Thüringens Wirtschaft kämpft mit Fachkräftemangel und ungenutzten Ressourcen
Adriana HaufferMangel an Investitionsbegeisterung: Thüringer Unternehmen unter Druck - Thüringens Wirtschaft kämpft mit Fachkräftemangel und ungenutzten Ressourcen
Unternehmen in Thüringen stecken in einer wachsenden Krise: Fast die Hälfte zweifelt daran, ihren Personalbedarf in den nächsten fünf Jahren decken zu können. Die Wirtschaft der Region stagniert seit drei Jahren – viele Betriebe rechnen kurzfristig weder mit einer Belebung der Aufträge noch mit steigenden Umsätzen oder Investitionen.
Der Fachkräftemangel trifft Thüringen besonders hart: In einigen Branchen bleibt jede dritte Ausbildungsstelle unbesetzt. Unternehmen klagen über einen anhaltenden Mangel an geeigneten Bewerbern, was die Ausbildung der nächsten Generation von Arbeitskräften erschwert.

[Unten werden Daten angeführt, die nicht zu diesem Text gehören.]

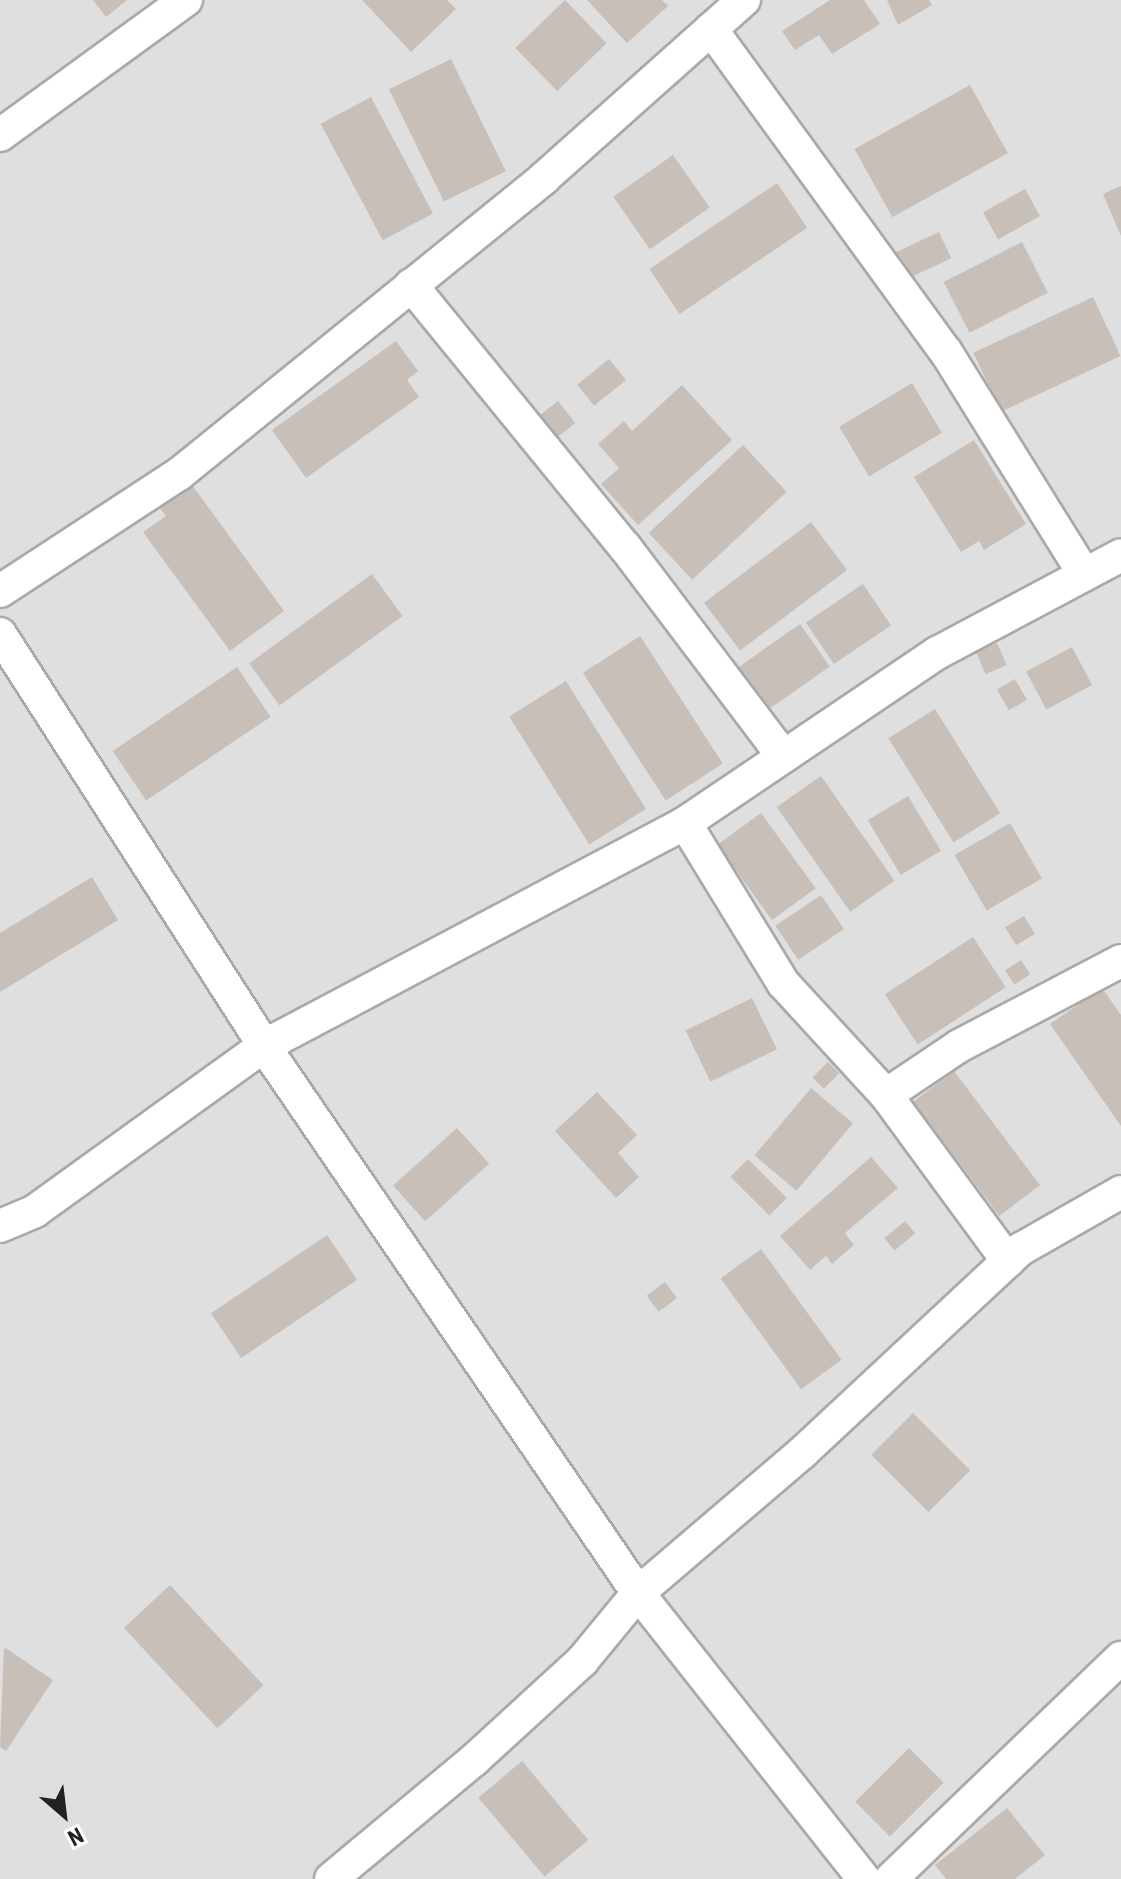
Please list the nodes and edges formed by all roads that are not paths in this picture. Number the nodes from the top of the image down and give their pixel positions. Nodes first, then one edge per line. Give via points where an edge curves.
1 (186, 0) edge
2 (744, 0) edge
3 (711, 29) junction
4 (0, 135) edge
5 (411, 285) junction
6 (1121, 555) edge
7 (1083, 572) junction
8 (0, 591) edge
9 (0, 634) edge
10 (783, 756) junction
11 (685, 823) junction
12 (1121, 961) edge
13 (264, 1046) junction
14 (886, 1095) junction
15 (1121, 1192) edge
16 (0, 1226) edge
17 (1008, 1261) junction
18 (638, 1593) junction
19 (1121, 1658) edge
20 (331, 1879) edge
21 (864, 1879) edge
22 (891, 1879) edge

1 - 4 street
2 - 3 street
3 - 5 street via 544,178
3 - 7 street via 946,352
5 - 8 street via 179,474
5 - 10 street via 625,547
6 - 7 street
7 - 10 street via 937,653
9 - 13 street
10 - 11 street
11 - 13 street
11 - 14 street via 783,983
12 - 14 street via 959,1046
13 - 16 street via 35,1211
13 - 18 street
14 - 17 street
15 - 17 street
17 - 18 street via 803,1452
18 - 20 street via 582,1661
18 - 21 street
19 - 22 street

Verschärft wird die Lage durch rückläufige Kapazitätsauslastung in der Industrie. Fabriken nutzen ihre Produktionskapazitäten nicht aus und arbeiten unter den langfristigen Durchschnittswerten – obwohl Ressourcen verfügbar wären. Gleichzeitig planen 60 Prozent der Betriebe, ihre Belegschaft gleich zu halten, 28 Prozent wollen sogar Stellen abbauen. Neueinstellungen bleiben die Ausnahme.
Übermäßige Bürokratie belastet die Unternehmen zusätzlich. Lange Genehmigungsverfahren, steigende Berichtspflichten und überkomplexe Vorschriften werden als zentrale Hindernisse genannt. Der administrative Aufwand bindet Zeit und Ressourcen – und bremst damit das Wachstumspotenzial weiter aus.
Bei anhaltender Stagnation und verschärftem Fachkräftemangel blicken Thüringens Unternehmen einer ungewissen Zukunft entgegen. Kaum jemand erwartet eine Besserung der Lage, viele fahren ihre Aktivitäten zurück, statt zu expandieren. Die Kombination aus Personalengpässen, ungenutzten Produktionskapazitäten und bürokratischen Hürden drückt weiterhin auf die wirtschaftliche Perspektive der Region.